>>>>

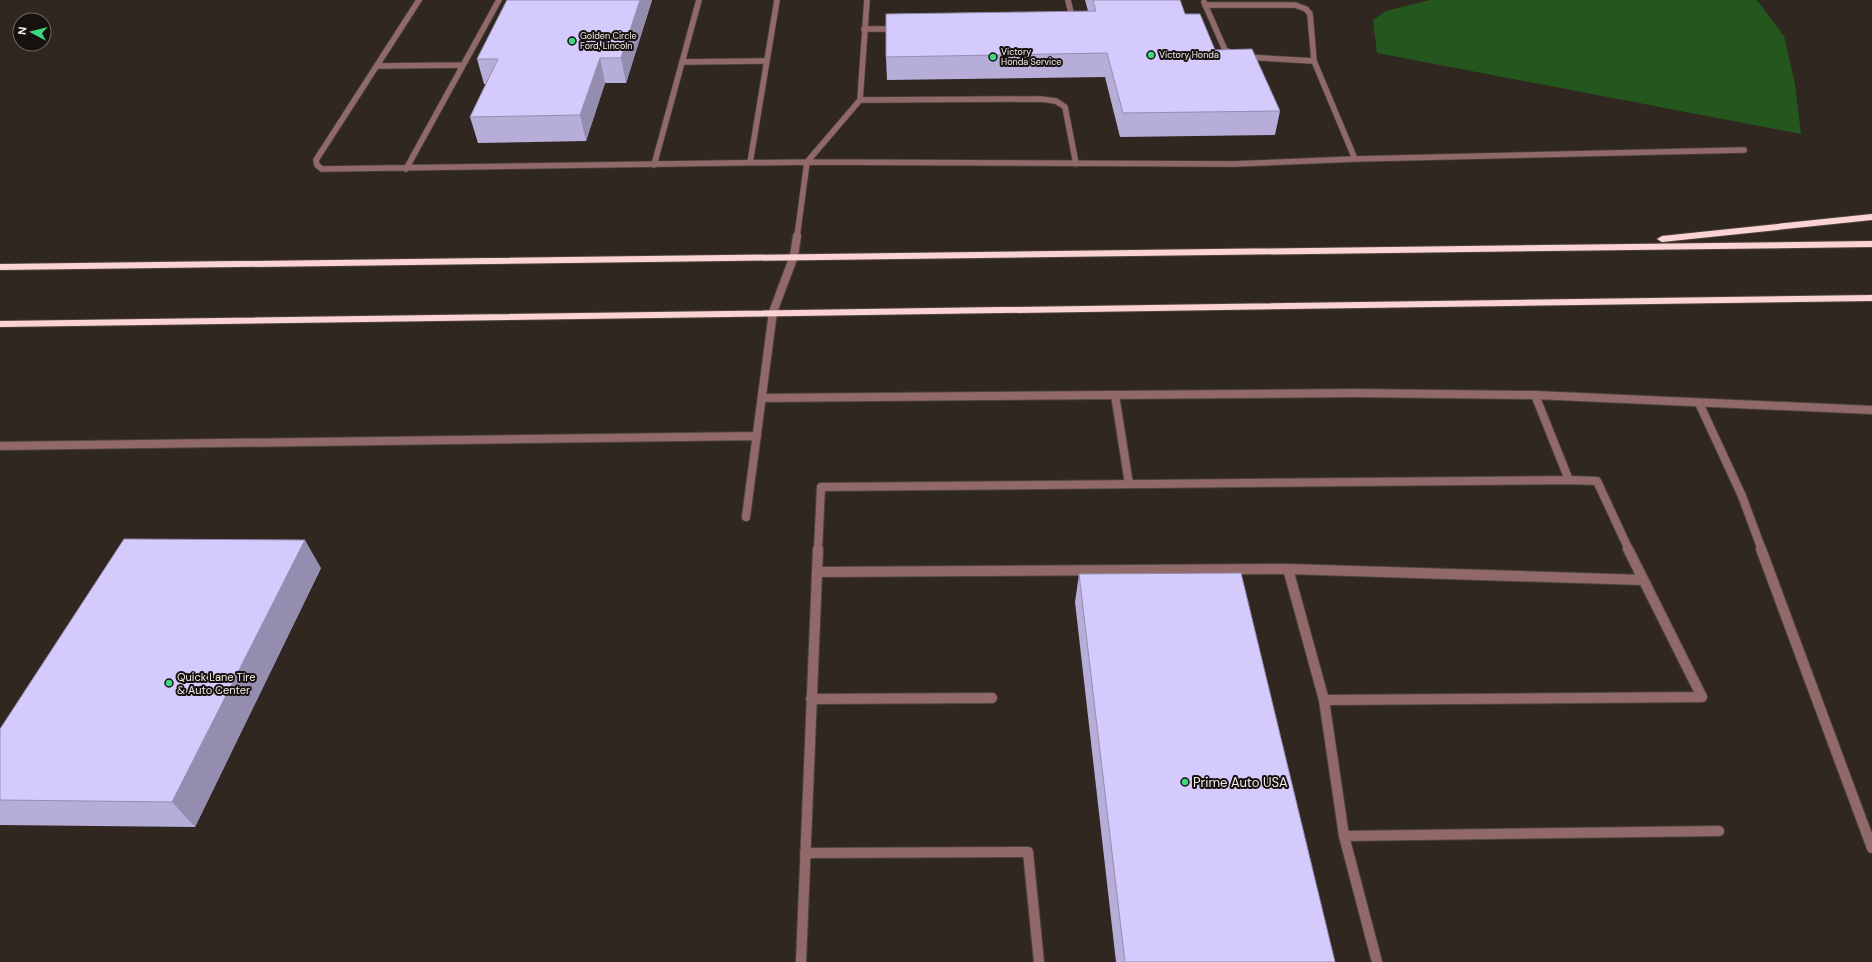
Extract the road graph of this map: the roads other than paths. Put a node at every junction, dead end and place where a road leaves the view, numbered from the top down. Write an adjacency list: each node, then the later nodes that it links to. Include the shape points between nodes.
1 (419, 0): 15 (street)
2 (499, 0): 14 (street)
3 (699, 0): 13 (street)
4 (777, 0): 11 (street)
5 (867, 0): 9 (street)
6 (1068, 0): 8 (street, via 1073,20)
7 (1204, 2): 12 (street, via 1225,50 1229,53 1245,57); 12 (street, via 1295,5 1306,9 1310,14)
8 (1071, 25)
9 (864, 29): 10 (street); 16 (street)
10 (904, 29)
11 (767, 61): 13 (street); 20 (street)
12 (1314, 61): 18 (street)
13 (682, 62): 22 (street)
14 (463, 65): 15 (street); 23 (street)
15 (376, 66): 23 (street, via 316,160 317,166 334,170)
16 (860, 100): 19 (street); 21 (street, via 1056,101 1065,107)
17 (1744, 150): 18 (street)
18 (1355, 159): 21 (street, via 1234,164)
19 (807, 162): 20 (street); 21 (street); 27 (street)
20 (750, 163): 22 (street)
21 (1076, 164)
22 (654, 165): 23 (street)
23 (406, 169)
24 (1872, 217): 26 (highway)
25 (1872, 244): 26 (highway)
26 (1590, 247): 27 (highway)
27 (794, 256): 28 (highway); 30 (street)
28 (0, 267)
29 (1872, 299): 30 (highway)
30 (773, 312): 31 (highway); 34 (street)
31 (0, 324)
32 (1115, 395): 33 (street); 34 (street); 40 (street)
33 (1535, 395): 35 (street); 39 (street)
34 (762, 398): 37 (street)
35 (1699, 403): 36 (street); 50 (street, via 1742,496)
36 (1872, 410)
37 (757, 436): 38 (street); 41 (street)
38 (0, 446)
39 (1569, 480): 40 (street); 44 (street, via 1597,481)
40 (1129, 484): 43 (street, via 821,486)
41 (746, 517)
42 (1288, 569): 43 (street); 44 (street); 47 (street)
43 (817, 572): 45 (street)
44 (1643, 580): 47 (street, via 1702,697)
45 (811, 698): 46 (street); 51 (street)
46 (992, 698)
47 (1324, 700): 49 (street)
48 (1719, 831): 49 (street)
49 (1344, 836): 54 (street)
50 (1872, 848)
51 (805, 853): 52 (street); 53 (street, via 1028,852)
52 (801, 962)
53 (1039, 962)
54 (1377, 962)

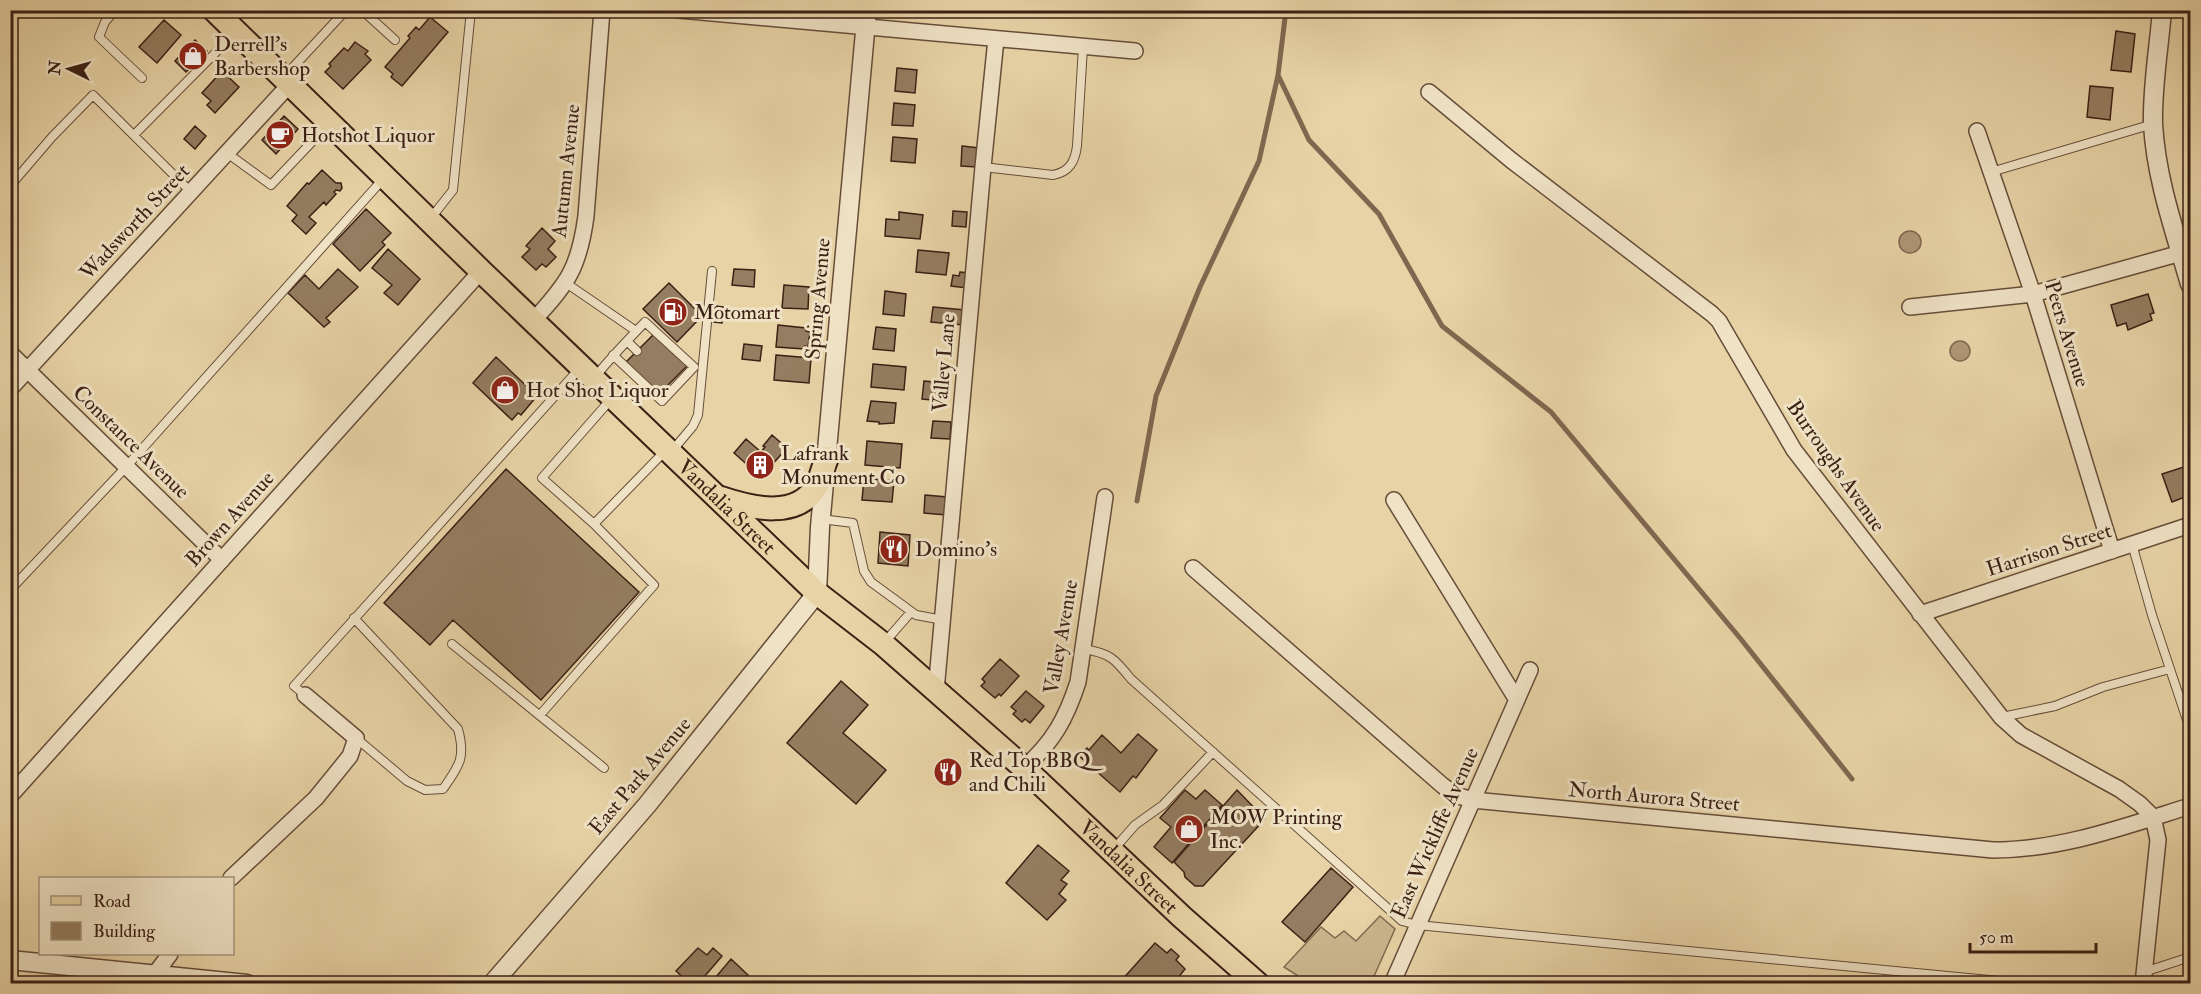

<<<<

## [WHAT IS EXPECTED]
Could the data above be returned in full, exactly, with every image left out?

## [EXERCISE RESPONSE]
Extract the road graph of this map: the roads other than paths. Put a node at every junction, dead end and place where a road leaves the view, numbered from the top down. Write an adjacency list: each node, then the later nodes that it links to. Include the shape points between nodes.
1 (419, 0): 15 (street)
2 (499, 0): 14 (street)
3 (699, 0): 13 (street)
4 (777, 0): 11 (street)
5 (867, 0): 9 (street)
6 (1068, 0): 8 (street, via 1073,20)
7 (1204, 2): 12 (street, via 1225,50 1229,53 1245,57); 12 (street, via 1295,5 1306,9 1310,14)
8 (1071, 25)
9 (864, 29): 10 (street); 16 (street)
10 (904, 29)
11 (767, 61): 13 (street); 20 (street)
12 (1314, 61): 18 (street)
13 (682, 62): 22 (street)
14 (463, 65): 15 (street); 23 (street)
15 (376, 66): 23 (street, via 316,160 317,166 334,170)
16 (860, 100): 19 (street); 21 (street, via 1056,101 1065,107)
17 (1744, 150): 18 (street)
18 (1355, 159): 21 (street, via 1234,164)
19 (807, 162): 20 (street); 21 (street); 27 (street)
20 (750, 163): 22 (street)
21 (1076, 164)
22 (654, 165): 23 (street)
23 (406, 169)
24 (1872, 217): 26 (highway)
25 (1872, 244): 26 (highway)
26 (1590, 247): 27 (highway)
27 (794, 256): 28 (highway); 30 (street)
28 (0, 267)
29 (1872, 299): 30 (highway)
30 (773, 312): 31 (highway); 34 (street)
31 (0, 324)
32 (1115, 395): 33 (street); 34 (street); 40 (street)
33 (1535, 395): 35 (street); 39 (street)
34 (762, 398): 37 (street)
35 (1699, 403): 36 (street); 50 (street, via 1742,496)
36 (1872, 410)
37 (757, 436): 38 (street); 41 (street)
38 (0, 446)
39 (1569, 480): 40 (street); 44 (street, via 1597,481)
40 (1129, 484): 43 (street, via 821,486)
41 (746, 517)
42 (1288, 569): 43 (street); 44 (street); 47 (street)
43 (817, 572): 45 (street)
44 (1643, 580): 47 (street, via 1702,697)
45 (811, 698): 46 (street); 51 (street)
46 (992, 698)
47 (1324, 700): 49 (street)
48 (1719, 831): 49 (street)
49 (1344, 836): 54 (street)
50 (1872, 848)
51 (805, 853): 52 (street); 53 (street, via 1028,852)
52 (801, 962)
53 (1039, 962)
54 (1377, 962)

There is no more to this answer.